Sogleich kamen zwei finster aussehende Waldelfen mit schwarzen Rüstungen, zerrten die drei Freunde aus dem Zelt und sperrten sie in einen massiven Holzkäfig, nur mit etwas Stroh auf dem Boden. Sie waren nicht die einzigen Gefangenen. Es gab noch weitere Elfen hier. Sie sassen auf kleinstem Raum zusammengepfercht. Ihre Blicke waren leer und ihre Körper, teilweise bis auf die Knochen abgemagert.

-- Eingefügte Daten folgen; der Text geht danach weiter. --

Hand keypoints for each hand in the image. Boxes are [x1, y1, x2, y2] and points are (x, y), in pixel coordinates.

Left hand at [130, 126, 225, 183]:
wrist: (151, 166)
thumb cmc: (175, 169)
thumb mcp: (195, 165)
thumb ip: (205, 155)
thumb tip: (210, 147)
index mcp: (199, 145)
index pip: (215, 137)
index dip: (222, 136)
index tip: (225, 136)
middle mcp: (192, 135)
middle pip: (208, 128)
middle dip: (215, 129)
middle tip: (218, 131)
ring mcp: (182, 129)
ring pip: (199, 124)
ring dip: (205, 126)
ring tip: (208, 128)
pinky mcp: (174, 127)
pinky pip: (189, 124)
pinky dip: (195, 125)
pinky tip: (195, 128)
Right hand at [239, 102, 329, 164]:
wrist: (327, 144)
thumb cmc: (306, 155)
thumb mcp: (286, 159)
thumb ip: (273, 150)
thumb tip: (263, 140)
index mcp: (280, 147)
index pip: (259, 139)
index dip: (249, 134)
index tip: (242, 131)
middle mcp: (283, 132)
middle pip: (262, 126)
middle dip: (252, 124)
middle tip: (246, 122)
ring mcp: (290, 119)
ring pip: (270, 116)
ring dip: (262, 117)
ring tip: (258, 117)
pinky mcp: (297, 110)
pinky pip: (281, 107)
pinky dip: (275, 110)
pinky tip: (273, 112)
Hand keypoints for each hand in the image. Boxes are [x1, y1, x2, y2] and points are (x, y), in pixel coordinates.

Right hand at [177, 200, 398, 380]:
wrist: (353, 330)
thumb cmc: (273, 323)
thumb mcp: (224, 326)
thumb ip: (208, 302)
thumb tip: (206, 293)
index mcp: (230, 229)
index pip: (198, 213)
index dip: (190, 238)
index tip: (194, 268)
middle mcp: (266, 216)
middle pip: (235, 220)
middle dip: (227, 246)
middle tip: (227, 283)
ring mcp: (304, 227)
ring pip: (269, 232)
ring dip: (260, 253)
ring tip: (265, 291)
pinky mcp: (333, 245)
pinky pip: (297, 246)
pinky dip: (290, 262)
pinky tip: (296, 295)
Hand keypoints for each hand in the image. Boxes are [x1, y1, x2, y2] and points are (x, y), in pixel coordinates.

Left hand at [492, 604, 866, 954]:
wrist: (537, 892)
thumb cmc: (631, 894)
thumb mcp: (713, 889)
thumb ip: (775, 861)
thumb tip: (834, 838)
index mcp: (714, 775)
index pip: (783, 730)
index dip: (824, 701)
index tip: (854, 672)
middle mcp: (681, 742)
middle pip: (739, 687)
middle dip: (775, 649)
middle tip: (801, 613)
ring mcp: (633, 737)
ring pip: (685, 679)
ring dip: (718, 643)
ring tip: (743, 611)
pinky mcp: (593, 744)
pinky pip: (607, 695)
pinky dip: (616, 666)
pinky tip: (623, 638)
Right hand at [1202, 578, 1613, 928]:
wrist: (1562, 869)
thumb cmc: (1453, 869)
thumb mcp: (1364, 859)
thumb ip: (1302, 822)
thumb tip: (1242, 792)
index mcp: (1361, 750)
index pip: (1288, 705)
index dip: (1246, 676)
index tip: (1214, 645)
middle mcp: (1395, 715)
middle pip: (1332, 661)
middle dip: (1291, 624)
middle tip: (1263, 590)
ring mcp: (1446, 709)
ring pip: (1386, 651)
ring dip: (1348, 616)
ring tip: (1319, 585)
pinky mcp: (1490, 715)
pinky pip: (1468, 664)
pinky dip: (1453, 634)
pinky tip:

„Hungoloz!“ erklang auf einmal eine Stimme. Ein hagerer Elf mit hellbraunem, von weiss- silbernen Strähnen durchzogenem Haar und goldbraunen Augen, erhob sich plötzlich aus dem traurigen Haufen. Hungoloz rief ungläubig: „Vater! Du bist es tatsächlich und… du lebst! Die Geister seien gepriesen!“
Die beiden umarmten sich innig. Der jüngere Elf musterte den älteren besorgt: „Du siehst gar nicht gut aus. Was hat dir Darkuloz bloss angetan?“
Makraloz erwiderte: „Das möchtest du nicht wissen. Aber eins ist sicher: Darkuloz ist durch und durch böse. Er macht sich einen Spass daraus, Elfen, die ihm gefährlich werden könnten, noch eine ganze Weile zu quälen, bevor er sie schliesslich hinrichten lässt. „Du hättest nicht hierherkomme dürfen.“
„Wir wollten versuchen mit Darkuloz eine friedliche Lösung zu finden,“ mischte sich nun Benjamin ins Gespräch. Makraloz schien ihn und seine Schwester erst jetzt richtig wahrzunehmen und musterte die beiden neugierig. „Seid ihr nicht…? Nein das kann nicht sein!“
„Doch sie sind es!“ rief Hungoloz „Pia und Benjamin, die grossen Führer. Sie sind zurückgekehrt!“
„Pia… und Benjamin… ihr seid es tatsächlich!“ Makraloz umarmte nun auch die Geschwister. „Ihr seid ja…, so erwachsen geworden! Welch eine wunderbare Fügung, dass ihr hierher zurückgekehrt seid. Jetzt da im Reich des Waldes so grosses Elend herrscht.“
„Wir haben ein Heilmitten mitgebracht,“ meinte Pia, nun mit gesenkter Stimme. „Es kann die Bäume, sowie sie schlimme Seuche heilen, die Markuloz… getötet hat. Hungoloz ist einer der Ersten, dem wir damit geholfen haben.“
Makraloz schaute seinen Sohn mit glänzenden Augen an. „Du kannst dir nicht vorstellen, wie froh ich darüber bin, dass dich diese beiden wunderbaren Menschenkinder wieder heilen konnten! Ich habe mir so schreckliche Sorgen um dich gemacht, als ich von deiner Erkrankung erfuhr. Und… als wir dann noch deinen Grossvater, durch diese Seuche verloren haben… Es war einfach nur schrecklich! Kurz darauf wurde ich dann auch noch entführt! Ich glaube Darkuloz will unsere ganze Familie loswerden. Er weiss, dass wir grössten Respekt und Liebe bei unserem Volk geniessen. Das alles, will er… ausmerzen. Er will eine völlig neue Ordnung erschaffen, basierend auf Krieg und strengen hierarchischen Strukturen. Er hat keinerlei Bindung zur Natur oder den Bäumen, die doch unsere wichtigste Lebensgrundlage sind. Wir müssen endlich hier raus! Aber die Käfige, in die sie uns da gesperrt haben, sind unmöglich zu knacken. Sie besitzen, wie ihr seht, keine richtigen Schlösser und die Gitterstäbe, scheinen durch einen Zauber, noch zusätzlich verstärkt worden zu sein. Darkuloz besitzt da seine eigenen, magischen Fähigkeiten. Nicht einmal Wachen gibt es, die uns im Auge behalten. Darkuloz und seine Schergen scheinen sich vollkommen sicher zu sein, dass niemand hier jemals rauskommen wird.“
„Darkuloz ist also ein Magier?“ wollte Benjamin wissen.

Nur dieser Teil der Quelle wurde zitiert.